Argentina no solo puede destacarse por su juego vistoso, tiene una cultura del sufrimiento y otra vez se puso de manifiesto en la victoria por 3-2 frente a Cabo Verde. Tuvo que disputar 120 minutos en el Estadio Miami y recibió el premio de su esfuerzo. El martes se enfrenta en Atlanta contra Egipto, que eliminó a Australia en los penales. «Partido durísimo, pero este equipo nunca se rinde. Cuando se dice que no hay rival fácil esto es lo que se demostró», dijo el entrenador, Lionel Scaloni, mientras los jugadores se fundían entre abrazos. «Hubiera sido una locura perder», dijo, una manera de reconocer que ese miedo estuvo en su mente o la de los jugadores después de que el rival pusiera el partido entablas dos veces. «Argentina compite y va a competir hasta el final», destacó no obstante.

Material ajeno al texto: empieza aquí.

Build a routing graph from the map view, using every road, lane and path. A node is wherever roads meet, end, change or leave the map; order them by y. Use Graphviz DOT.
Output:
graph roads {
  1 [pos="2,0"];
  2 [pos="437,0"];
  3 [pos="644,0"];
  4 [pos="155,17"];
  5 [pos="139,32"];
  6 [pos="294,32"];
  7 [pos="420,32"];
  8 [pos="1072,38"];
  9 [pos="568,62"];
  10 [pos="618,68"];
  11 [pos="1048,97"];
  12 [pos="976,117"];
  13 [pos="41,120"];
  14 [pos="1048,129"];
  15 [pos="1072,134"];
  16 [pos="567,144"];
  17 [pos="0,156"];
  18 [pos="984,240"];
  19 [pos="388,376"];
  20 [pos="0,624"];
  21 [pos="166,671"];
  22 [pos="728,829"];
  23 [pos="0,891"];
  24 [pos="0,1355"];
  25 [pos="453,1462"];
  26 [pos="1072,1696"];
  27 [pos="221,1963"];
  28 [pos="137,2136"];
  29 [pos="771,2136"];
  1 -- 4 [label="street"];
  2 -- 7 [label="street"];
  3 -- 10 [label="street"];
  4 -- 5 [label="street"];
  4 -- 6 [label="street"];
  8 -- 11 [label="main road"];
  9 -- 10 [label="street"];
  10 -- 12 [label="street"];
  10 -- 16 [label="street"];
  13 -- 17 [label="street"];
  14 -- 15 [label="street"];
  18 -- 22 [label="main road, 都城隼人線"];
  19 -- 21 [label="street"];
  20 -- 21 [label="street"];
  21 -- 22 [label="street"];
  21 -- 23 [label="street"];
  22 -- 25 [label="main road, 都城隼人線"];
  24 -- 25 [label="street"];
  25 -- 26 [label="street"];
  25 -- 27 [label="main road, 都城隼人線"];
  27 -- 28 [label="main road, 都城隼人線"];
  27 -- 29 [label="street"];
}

«Lo importante ahora es descansar, pensar en lo que viene e intentar sacar cosas positivas del partido de hoy que, más allá del pase, creo que las hay», dijo Messi, quien anotó el primer gol para garantizarse su lugar en el podio de los artilleros del Mundial. Un golazo, con su firma. El capitán dejó entrever que se vienen también días de autocrítica. Es necesario «corregir las (cosas) malas que hoy fueron muchas».
Pese a esos errores que vinieron especialmente desde los laterales, el campeón 2022 salió a flote y Messi, otra vez, tuvo algo que ver con la remontada. El segundo héroe fue Lisando Martínez. El central del Manchester City habilitó a La Pulga en la primera diana y convirtió el segundo tanto. Fue su compañero en defensa, Cristian «Cuti» Romero, el autor del gol de la victoria cuando todo hacía pensar que se iba a la definición desde los 12 pasos. «Sabíamos que iba a ser un partido muy duro, no por algo este equipo no había perdido con España ni Uruguay», dijo Leo sobre Cabo Verde.
El comienzo del partido en Florida dejó en claro que el conjunto celeste y blanco buscó el protagonismo. Los africanos se encerraron en su área para esperar un contragolpe. Vozinha fue importante para mantener a la portería en cero.
«Hicimos lo más difícil que era el gol, creímos que a partir de eso íbamos a encontrar nuestro juego, pero fue todo lo contrario: perdimos la pelota, nos metimos atrás y no pudimos presionar bien», reconoció Messi sobre las dificultades para mantener la mínima ventaja. Él también se la lleva a Kylian Mbappé, Harry Kane y Erling Haaland, los otros goleadores del certamen. En el caso del inglés y el finés son dos goles de diferencia.
Las conclusiones de Messi se ajustan a lo que ocurrió. Argentina perdió la iniciativa y Cabo Verde logró la igualdad a través de Deroy Duarte. Lisandro Martínez volvió a poner a los sudamericanos en ventaja y, de nuevo, lo inesperado: el empate. «Ellos golpearon con sus armas. Esto es un mata-mata y nadie te regala nada», dijo el ex jugador del Barcelona.
El desahogo
La paridad en dos provocó escalofríos en las gradas, repletas de argentinos. Si bien en una definición por penales el seleccionado de Scaloni contaba con la presencia debajo de la portería de Martínez, el gran artífice de la consagración en Catar, en lo que va del Mundial han sobrado ejemplos de inesperadas eliminaciones en esa instancia definitiva. Entre ellos el de Alemania, uno de los candidatos, nada menos. Del otro lado, Vozinha había demostrado que también podía ser héroe. Todo podía suceder, y esa eventualidad desconcertó por unos minutos al favorito. Era el claro dominador, pero no terminaba de imponerse. Corría el reloj. Los nervios se hicieron evidentes. La cabeza de Romero trajo, sin embargo, una relativa tranquilidad. Faltaba muy poco para los penales, y hasta que no se escuchó el pitazo final del árbitro, el peor de los presagios estuvo latente. Al terminar el partido, los jugadores el espacio para el desahogo. «Este equipo no se da nunca por vencido y hay una energía hermosa en este grupo. Creo que estamos preparados para todo«, dijo Lisandro Martínez, y eso incluye e sufrimiento. Argentina padeció porque encontró un rival decidido a hacer historia y por sus propios errores. «Quedamos un poco descoordinados, y por eso nos hacían correr porque no podíamos presionarlo bien«, admitió Messi. El martes se sabrá si el flojo desempeño fue una excepción o se repetirá ante el conjunto de Salah.